■ Exercise directions:
Word for word, copy the line containing "index mcp: (213, 135)" and every line after it in the records below, leaving pictures out.

Skeletal landmark data:
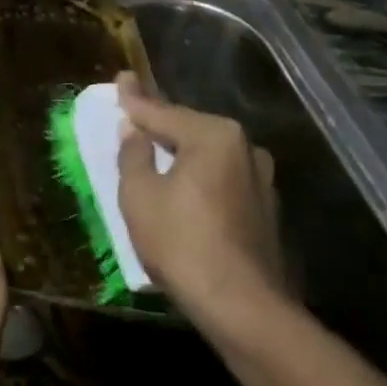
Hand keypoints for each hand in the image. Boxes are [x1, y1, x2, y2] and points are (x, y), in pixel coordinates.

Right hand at [115, 73, 290, 336]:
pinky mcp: (266, 210)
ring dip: (182, 154)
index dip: (134, 100)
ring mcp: (261, 179)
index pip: (162, 112)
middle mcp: (244, 147)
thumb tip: (133, 130)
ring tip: (156, 153)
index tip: (120, 79)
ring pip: (208, 156)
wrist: (243, 307)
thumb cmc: (182, 242)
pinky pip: (222, 180)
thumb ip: (134, 154)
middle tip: (133, 119)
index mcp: (213, 135)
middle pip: (189, 130)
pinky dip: (200, 179)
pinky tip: (184, 190)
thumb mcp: (140, 195)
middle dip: (160, 126)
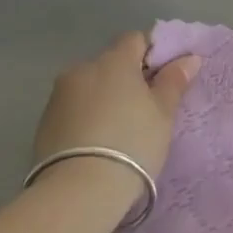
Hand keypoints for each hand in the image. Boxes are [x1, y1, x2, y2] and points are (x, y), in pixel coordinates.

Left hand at [33, 30, 199, 191]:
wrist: (78, 192)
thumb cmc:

■ Task answer:
index mcp: (213, 135)
middle pip: (189, 130)
pinky dip: (200, 179)
pinky tip: (184, 190)
thumb mcp: (140, 195)
middle dip: (160, 126)
Hand keypoints for each hand in the image. Boxes are [x1, y1, x2, y2] and points are (x, y), in pixel coordinates.

Left hand at [33, 30, 199, 191]:
wrist: (78, 192)
thumb cmc:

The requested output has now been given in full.